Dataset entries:
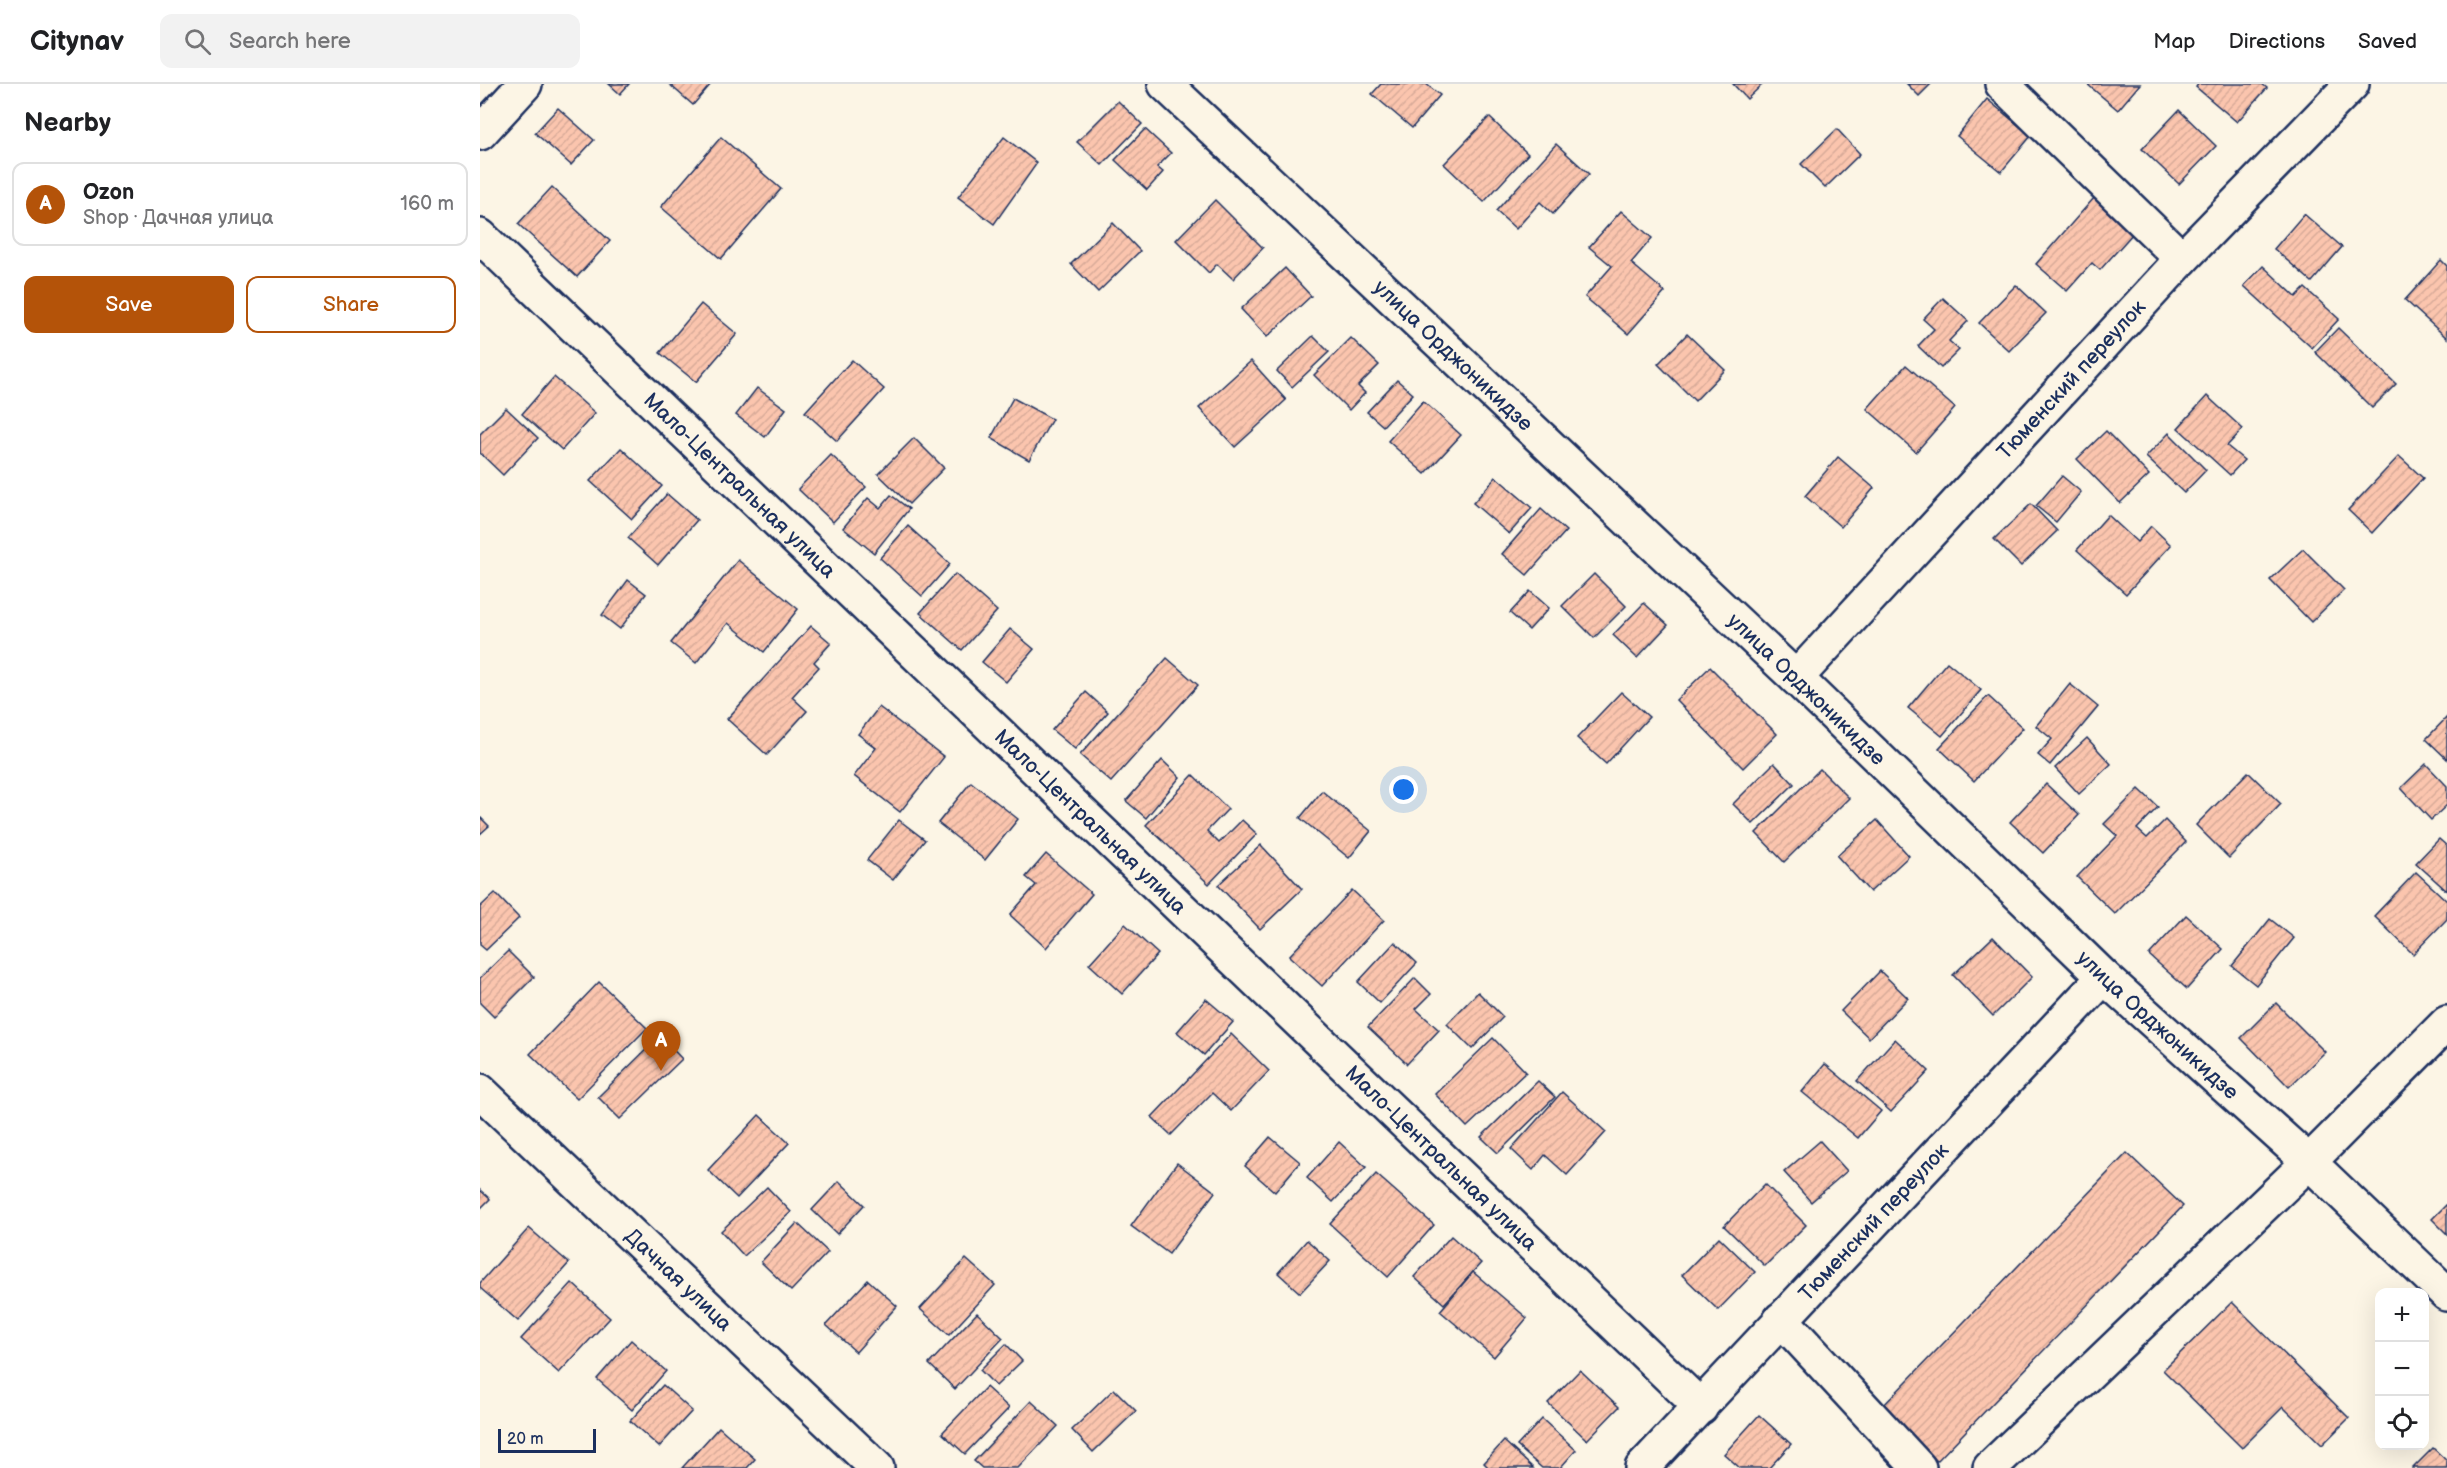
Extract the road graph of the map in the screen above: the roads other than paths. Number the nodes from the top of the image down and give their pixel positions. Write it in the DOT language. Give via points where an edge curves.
graph roads {
  1 [pos="525,84"];
  2 [pos="1165,84"];
  3 [pos="2002,84"];
  4 [pos="2352,84"];
  5 [pos="480,133"];
  6 [pos="480,236"];
  7 [pos="2182,259"];
  8 [pos="1796,678"];
  9 [pos="2104,976"];
  10 [pos="2447,1023"];
  11 [pos="480,1091"];
  12 [pos="2309,1162"];
  13 [pos="2447,1294"];
  14 [pos="1781,1319"];
  15 [pos="1701,1407"];
  16 [pos="877,1468"];
  17 [pos="1642,1468"];
  18 [pos="1919,1468"];
  19 [pos="1990,1468"];
  1 -- 5 [label="street"];
  2 -- 8 [label="street, улица Орджоникидзе"];
  3 -- 7 [label="street"];
  4 -- 7 [label="street, Тюменский переулок"];
  6 -- 15 [label="street, Мало-Центральная улица"];
  7 -- 8 [label="street, Тюменский переулок"];
  8 -- 9 [label="street, улица Орджоникидзе"];
  9 -- 12 [label="street, улица Орджоникидзе"];
  9 -- 14 [label="street, Тюменский переулок"];
  10 -- 12 [label="street"];
  11 -- 16 [label="street, Дачная улица"];
  12 -- 13 [label="street, улица Орджоникидзе"];
  12 -- 19 [label="street"];
  14 -- 15 [label="street, Тюменский переулок"];
  14 -- 18 [label="street"];
  15 -- 17 [label="street, Тюменский переулок"];
}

Task goal
Without the images, write out each line of the data verbatim.

Output
Extract the road graph of the map in the screen above: the roads other than paths. Number the nodes from the top of the image down and give their pixel positions. Write it in the DOT language. Give via points where an edge curves.
graph roads {
  1 [pos="525,84"];
  2 [pos="1165,84"];
  3 [pos="2002,84"];
  4 [pos="2352,84"];
  5 [pos="480,133"];
  6 [pos="480,236"];
  7 [pos="2182,259"];
  8 [pos="1796,678"];
  9 [pos="2104,976"];
  10 [pos="2447,1023"];
  11 [pos="480,1091"];
  12 [pos="2309,1162"];
  13 [pos="2447,1294"];
  14 [pos="1781,1319"];
  15 [pos="1701,1407"];
  16 [pos="877,1468"];
  17 [pos="1642,1468"];
  18 [pos="1919,1468"];
  19 [pos="1990,1468"];
  1 -- 5 [label="street"];
  2 -- 8 [label="street, улица Орджоникидзе"];
  3 -- 7 [label="street"];
  4 -- 7 [label="street, Тюменский переулок"];
  6 -- 15 [label="street, Мало-Центральная улица"];
  7 -- 8 [label="street, Тюменский переулок"];
  8 -- 9 [label="street, улица Орджоникидзе"];
  9 -- 12 [label="street, улица Орджоникидзе"];
  9 -- 14 [label="street, Тюменский переулок"];
  10 -- 12 [label="street"];
  11 -- 16 [label="street, Дачная улица"];
  12 -- 13 [label="street, улица Орджоникидзе"];
  12 -- 19 [label="street"];
  14 -- 15 [label="street, Тюменский переулок"];
  14 -- 18 [label="street"];
  15 -- 17 [label="street, Тюменский переулок"];
}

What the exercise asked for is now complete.